_Problem description_:
Every entry that follows should be repeated exactly; drop the images.

_Record extracts_:
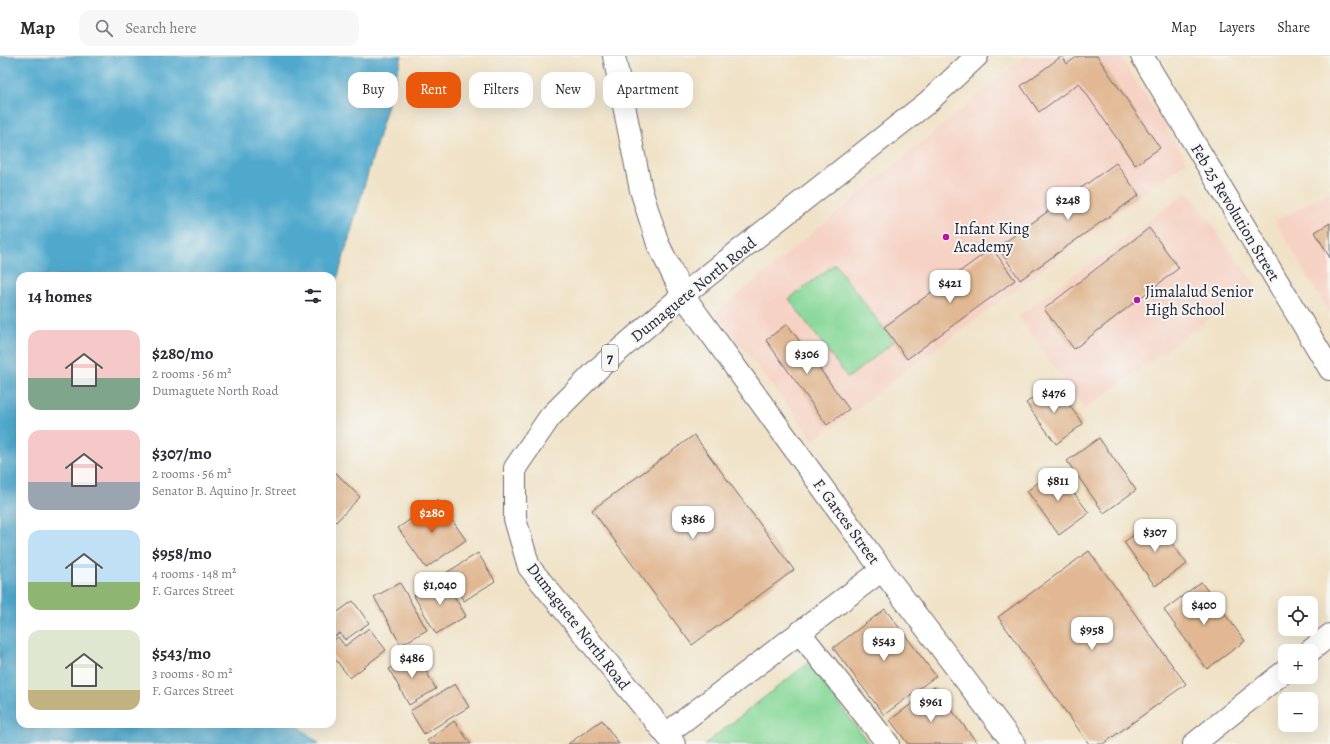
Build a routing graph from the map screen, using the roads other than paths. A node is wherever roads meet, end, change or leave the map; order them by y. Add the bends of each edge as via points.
1 (614, 56) edge
2 (977, 56) edge
3 (1142, 56) edge
4 (683, 296) junction
5 (1330, 369) edge
6 (882, 570) junction
7 (800, 632) junction
8 (1330, 635) edge
9 (1318, 645) edge
10 (1278, 677) edge
11 (670, 739) edge
12 (888, 744) edge
13 (1014, 744) edge
14 (1194, 744) edge

1 - 4 main road, F. Garces Street via 641,190 658,244
2 - 4 main road, Dumaguete North Road / 7 via 928,102
3 - 5 main road, Feb 25 Revolution Street
4 - 6 main road, F. Garces Street
4 - 11 main road, Dumaguete North Road / 7 via 600,367 550,417 515,468 514,519 529,567
6 - 7 main road
6 - 13 main road, F. Garces Street
7 - 11 main road
7 - 12 main road
8 - 9 main road
10 - 14 main road

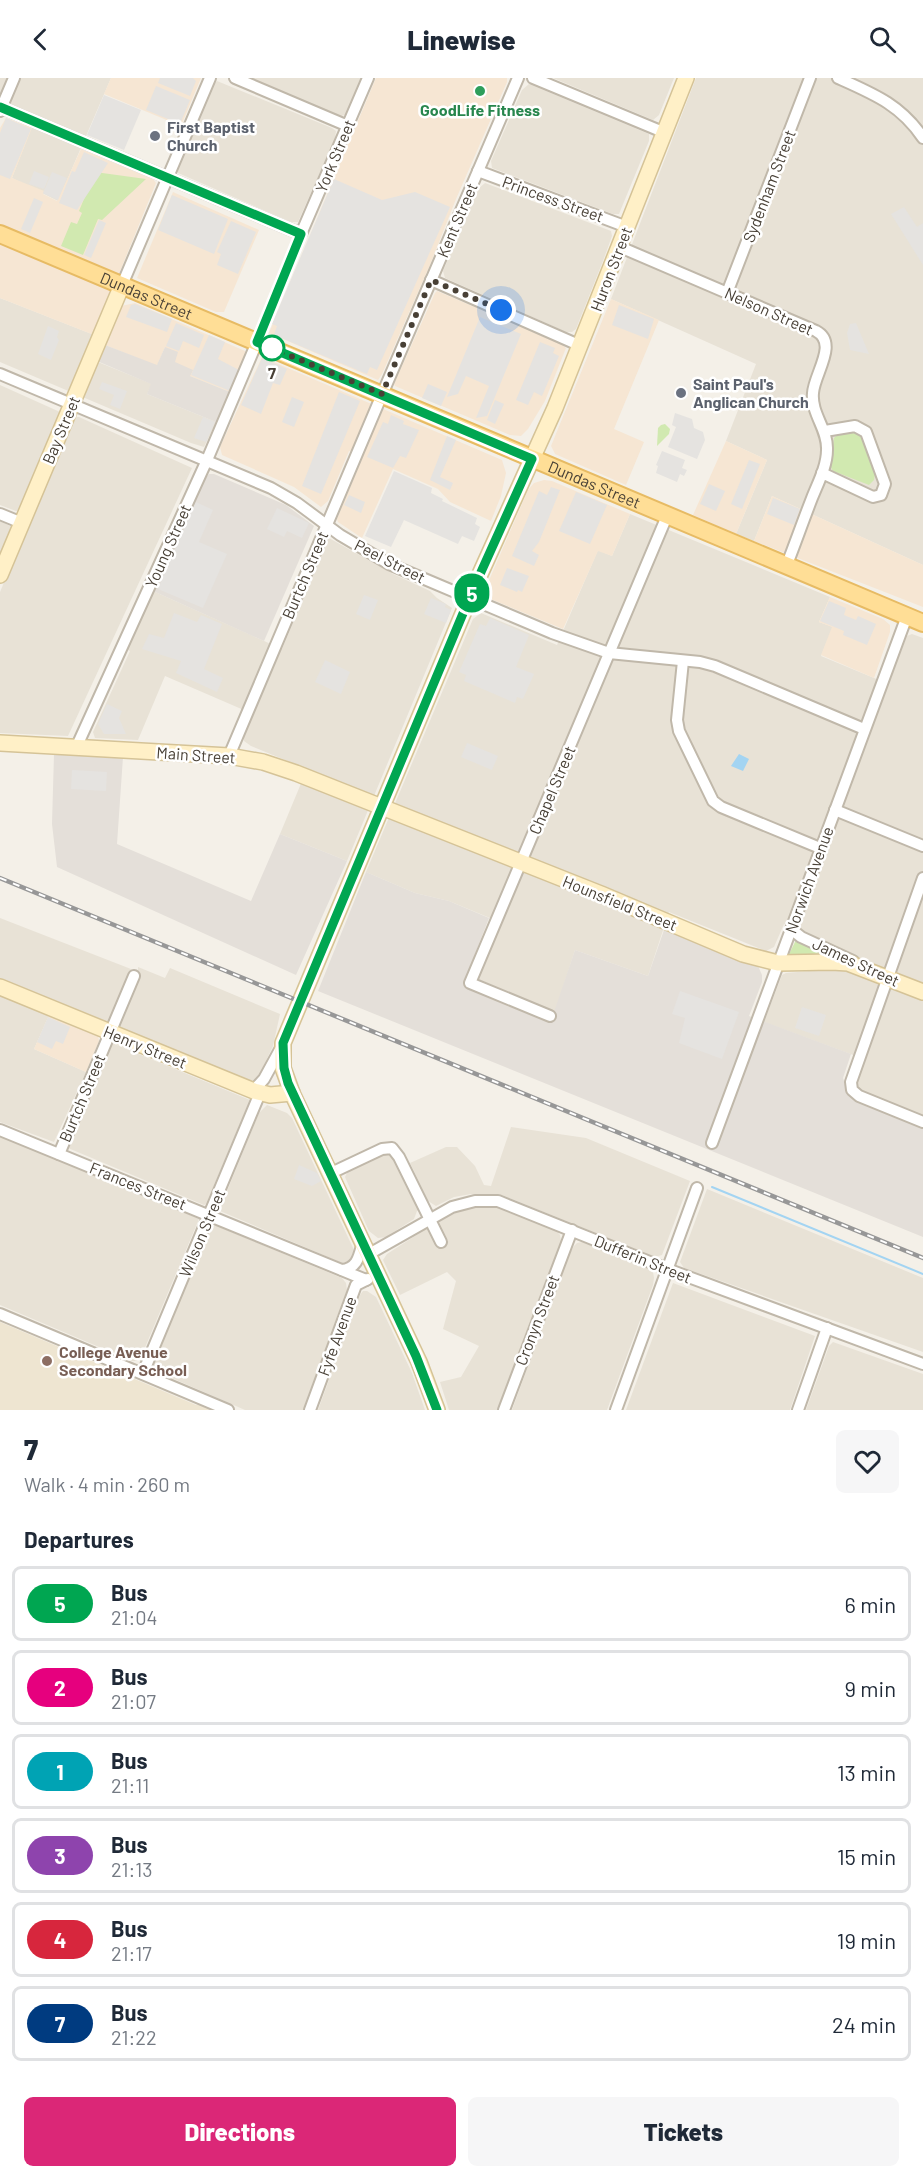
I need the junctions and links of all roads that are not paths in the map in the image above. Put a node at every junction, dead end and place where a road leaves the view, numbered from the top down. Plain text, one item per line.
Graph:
1 (14, 78) edge
2 (210, 78) edge
3 (235, 78) edge
4 (368, 78) edge
5 (518, 78) edge
6 (533, 78) edge
7 (686, 78) edge
8 (810, 78) edge
9 (838, 78) edge
10 (0, 109) edge
11 (348, 126) junction
12 (663, 132) junction
13 (923, 138) edge
14 (478, 171) junction
15 (167, 178) junction
16 (627, 227) junction
17 (0, 234) edge
18 (620, 247) junction
19 (431, 280) junction
20 (122, 285) junction
21 (727, 293) junction
22 (257, 342) junction
23 (581, 346) junction
24 (0, 374) edge
25 (382, 394) junction
26 (72, 404) junction
27 (825, 431) junction
28 (532, 459) junction
29 (207, 460) junction
30 (822, 473) junction
31 (0, 514) edge
32 (667, 516) junction
33 (22, 523) junction
34 (326, 525) junction
35 (786, 567) junction
36 (0, 575) edge
37 (470, 599) junction
38 (907, 616) junction
39 (923, 623) edge
40 (609, 653) junction
41 (683, 661) junction
42 (864, 729) junction
43 (0, 743) edge
44 (76, 748) junction
45 (230, 756) junction
46 (383, 808) junction
47 (835, 810) junction
48 (923, 846) edge
49 (820, 848) junction
50 (521, 863) junction
51 (923, 878) edge
52 (791, 929) junction
53 (778, 963) junction
54 (864, 968) junction
55 (134, 976) dead end
56 (887, 977) junction
57 (0, 987) edge
58 (923, 992) edge
59 (550, 1016) dead end
60 (110, 1033) junction
61 (283, 1043) junction
62 (256, 1092) junction
63 (292, 1093) junction
64 (923, 1122) edge
65 (0, 1130) edge
66 (712, 1143) dead end
67 (59, 1154) junction
68 (330, 1174) junction
69 (697, 1188) dead end
70 (210, 1215) junction
71 (430, 1219) junction
72 (572, 1230) junction
73 (441, 1242) dead end
74 (366, 1248) junction
75 (667, 1269) junction
76 (342, 1270) junction
77 (372, 1277) junction
78 (0, 1314) edge
79 (827, 1328) junction
80 (923, 1364) edge
81 (143, 1373) junction
82 (228, 1410) edge
83 (310, 1410) edge
84 (436, 1410) edge
85 (504, 1410) edge
86 (616, 1410) edge
87 (798, 1410) edge

1 - 10 street
2 - 15 street
3 - 11 street
4 - 11 street, York Street
5 - 14 street, Kent Street
6 - 12 street
7 - 12 main road, Huron Street
8 - 21 street, Sydenham Street
9 - 13 street
10 - 15 street
11 - 15 street, York Street
12 - 16 main road, Huron Street
14 - 16 street, Princess Street
14 - 19 street, Kent Street
15 - 20 street
16 - 18 main road, Huron Street
17 - 20 main road, Dundas Street
18 - 21 street, Nelson Street
18 - 23 main road, Huron Street
19 - 23 street
19 - 25 street, Kent Street
20 - 22 main road, Dundas Street
20 - 26 main road, Bay Street
21 - 27 street, Nelson Street
22 - 25 main road, Dundas Street
22 - 29 street, Young Street
23 - 28 main road, Huron Street
24 - 26 street, Peel Street
25 - 28 main road, Dundas Street
25 - 34 street, Burtch Street
26 - 29 street, Peel Street
26 - 33 main road, Bay Street
27 - 30 street
27 - 30 street
28 - 32 main road, Dundas Street
28 - 37 main road, Wilson Street
29 - 34 street, Peel Street
29 - 44 street, Young Street
30 - 35 street
31 - 33 street
32 - 35 main road, Dundas Street
32 - 40 street, Chapel Street
33 - 36 main road, Bay Street
34 - 37 street, Peel Street
34 - 45 street, Burtch Street
35 - 38 main road, Dundas Street
37 - 40 street, Peel Street
37 - 46 main road, Wilson Street
38 - 39 main road, Dundas Street
38 - 42 street, Norwich Avenue
40 - 41 street, Peel Street
40 - 50 street, Chapel Street
41 - 42 street, Peel Street
41 - 49 street
42 - 47 street, Norwich Avenue
43 - 44 main road, Main Street
44 - 45 main road, Main Street
45 - 46 main road, Main Street
46 - 50 main road, Hounsfield Street
46 - 61 main road, Wilson Street
47 - 48 street
47 - 49 street, Norwich Avenue
49 - 52 street, Norwich Avenue
50 - 53 main road, Hounsfield Street
50 - 59 street, Chapel Street
51 - 56 street
52 - 53 street, Norwich Avenue
52 - 54 street, James Street
53 - 54 main road, Hounsfield Street
53 - 66 street, Norwich Avenue
54 - 56 main road, James Street
55 - 60 street, Burtch Street
56 - 58 main road, James Street
56 - 64 street
57 - 60 main road, Henry Street
60 - 62 main road, Henry Street
60 - 67 street, Burtch Street
61 - 62 street, Wilson Street
61 - 63 main road, Wilson Street
62 - 63 main road, Henry Street
62 - 70 street, Wilson Street
63 - 68 main road, Wilson Street
65 - 67 street, Frances Street
67 - 70 street, Frances Street
68 - 71 street
68 - 74 main road, Wilson Street
69 - 75 street
70 - 76 street, Frances Street
70 - 81 street, Wilson Street
71 - 72 street, Dufferin Street
71 - 73 street
71 - 74 street, Dufferin Street
72 - 75 street, Dufferin Street
72 - 85 street, Cronyn Street
74 - 76 street
74 - 77 main road, Wilson Street
75 - 79 street, Dufferin Street
75 - 86 street
76 - 77 street, Frances Street
77 - 83 street, Fyfe Avenue
77 - 84 main road, Wilson Street
78 - 81 street
79 - 80 street, Dufferin Street
79 - 87 street
81 - 82 street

_Answer to this exercise_:
Build a routing graph from the map screen, using the roads other than paths. A node is wherever roads meet, end, change or leave the map; order them by y. Add the bends of each edge as via points.
1 (614, 56) edge
2 (977, 56) edge
3 (1142, 56) edge
4 (683, 296) junction
5 (1330, 369) edge
6 (882, 570) junction
7 (800, 632) junction
8 (1330, 635) edge
9 (1318, 645) edge
10 (1278, 677) edge
11 (670, 739) edge
12 (888, 744) edge
13 (1014, 744) edge
14 (1194, 744) edge

1 - 4 main road, F. Garces Street via 641,190 658,244
2 - 4 main road, Dumaguete North Road / 7 via 928,102
3 - 5 main road, Feb 25 Revolution Street
4 - 6 main road, F. Garces Street
4 - 11 main road, Dumaguete North Road / 7 via 600,367 550,417 515,468 514,519 529,567
6 - 7 main road
6 - 13 main road, F. Garces Street
7 - 11 main road
7 - 12 main road
8 - 9 main road
10 - 14 main road

I need the junctions and links of all roads that are not paths in the map in the image above. Put a node at every junction, dead end and place where a road leaves the view, numbered from the top down. Plain text, one item per line.
Graph:
1 (14, 78) edge
2 (210, 78) edge
3 (235, 78) edge
4 (368, 78) edge
5 (518, 78) edge
6 (533, 78) edge
7 (686, 78) edge
8 (810, 78) edge
9 (838, 78) edge
10 (0, 109) edge
11 (348, 126) junction
12 (663, 132) junction
13 (923, 138) edge
14 (478, 171) junction
15 (167, 178) junction
16 (627, 227) junction
17 (0, 234) edge
18 (620, 247) junction
19 (431, 280) junction
20 (122, 285) junction
21 (727, 293) junction
22 (257, 342) junction
23 (581, 346) junction
24 (0, 374) edge
25 (382, 394) junction
26 (72, 404) junction
27 (825, 431) junction
28 (532, 459) junction
29 (207, 460) junction
30 (822, 473) junction
31 (0, 514) edge
32 (667, 516) junction
33 (22, 523) junction
34 (326, 525) junction
35 (786, 567) junction
36 (0, 575) edge
37 (470, 599) junction
38 (907, 616) junction
39 (923, 623) edge
40 (609, 653) junction
41 (683, 661) junction
42 (864, 729) junction
43 (0, 743) edge
44 (76, 748) junction
45 (230, 756) junction
46 (383, 808) junction
47 (835, 810) junction
48 (923, 846) edge
49 (820, 848) junction
50 (521, 863) junction
51 (923, 878) edge
52 (791, 929) junction
53 (778, 963) junction
54 (864, 968) junction
55 (134, 976) dead end
56 (887, 977) junction
57 (0, 987) edge
58 (923, 992) edge
59 (550, 1016) dead end
60 (110, 1033) junction
61 (283, 1043) junction
62 (256, 1092) junction
63 (292, 1093) junction
64 (923, 1122) edge
65 (0, 1130) edge
66 (712, 1143) dead end
67 (59, 1154) junction
68 (330, 1174) junction
69 (697, 1188) dead end
70 (210, 1215) junction
71 (430, 1219) junction
72 (572, 1230) junction
73 (441, 1242) dead end
74 (366, 1248) junction
75 (667, 1269) junction
76 (342, 1270) junction
77 (372, 1277) junction
78 (0, 1314) edge
79 (827, 1328) junction
80 (923, 1364) edge
81 (143, 1373) junction
82 (228, 1410) edge
83 (310, 1410) edge
84 (436, 1410) edge
85 (504, 1410) edge
86 (616, 1410) edge
87 (798, 1410) edge

1 - 10 street
2 - 15 street
3 - 11 street
4 - 11 street, York Street
5 - 14 street, Kent Street
6 - 12 street
7 - 12 main road, Huron Street
8 - 21 street, Sydenham Street
9 - 13 street
10 - 15 street
11 - 15 street, York Street
12 - 16 main road, Huron Street
14 - 16 street, Princess Street
14 - 19 street, Kent Street
15 - 20 street
16 - 18 main road, Huron Street
17 - 20 main road, Dundas Street
18 - 21 street, Nelson Street
18 - 23 main road, Huron Street
19 - 23 street
19 - 25 street, Kent Street
20 - 22 main road, Dundas Street
20 - 26 main road, Bay Street
21 - 27 street, Nelson Street
22 - 25 main road, Dundas Street
22 - 29 street, Young Street
23 - 28 main road, Huron Street
24 - 26 street, Peel Street
25 - 28 main road, Dundas Street
25 - 34 street, Burtch Street
26 - 29 street, Peel Street
26 - 33 main road, Bay Street
27 - 30 street
27 - 30 street
28 - 32 main road, Dundas Street
28 - 37 main road, Wilson Street
29 - 34 street, Peel Street
29 - 44 street, Young Street
30 - 35 street
31 - 33 street
32 - 35 main road, Dundas Street
32 - 40 street, Chapel Street
33 - 36 main road, Bay Street
34 - 37 street, Peel Street
34 - 45 street, Burtch Street
35 - 38 main road, Dundas Street
37 - 40 street, Peel Street
37 - 46 main road, Wilson Street
38 - 39 main road, Dundas Street
38 - 42 street, Norwich Avenue
40 - 41 street, Peel Street
40 - 50 street, Chapel Street
41 - 42 street, Peel Street
41 - 49 street
42 - 47 street, Norwich Avenue
43 - 44 main road, Main Street
44 - 45 main road, Main Street
45 - 46 main road, Main Street
46 - 50 main road, Hounsfield Street
46 - 61 main road, Wilson Street
47 - 48 street
47 - 49 street, Norwich Avenue
49 - 52 street, Norwich Avenue
50 - 53 main road, Hounsfield Street
50 - 59 street, Chapel Street
51 - 56 street
52 - 53 street, Norwich Avenue
52 - 54 street, James Street
53 - 54 main road, Hounsfield Street
53 - 66 street, Norwich Avenue
54 - 56 main road, James Street
55 - 60 street, Burtch Street
56 - 58 main road, James Street
56 - 64 street
57 - 60 main road, Henry Street
60 - 62 main road, Henry Street
60 - 67 street, Burtch Street
61 - 62 street, Wilson Street
61 - 63 main road, Wilson Street
62 - 63 main road, Henry Street
62 - 70 street, Wilson Street
63 - 68 main road, Wilson Street
65 - 67 street, Frances Street
67 - 70 street, Frances Street
68 - 71 street
68 - 74 main road, Wilson Street
69 - 75 street
70 - 76 street, Frances Street
70 - 81 street, Wilson Street
71 - 72 street, Dufferin Street
71 - 73 street
71 - 74 street, Dufferin Street
72 - 75 street, Dufferin Street
72 - 85 street, Cronyn Street
74 - 76 street
74 - 77 main road, Wilson Street
75 - 79 street, Dufferin Street
75 - 86 street
76 - 77 street, Frances Street
77 - 83 street, Fyfe Avenue
77 - 84 main road, Wilson Street
78 - 81 street
79 - 80 street, Dufferin Street
79 - 87 street
81 - 82 street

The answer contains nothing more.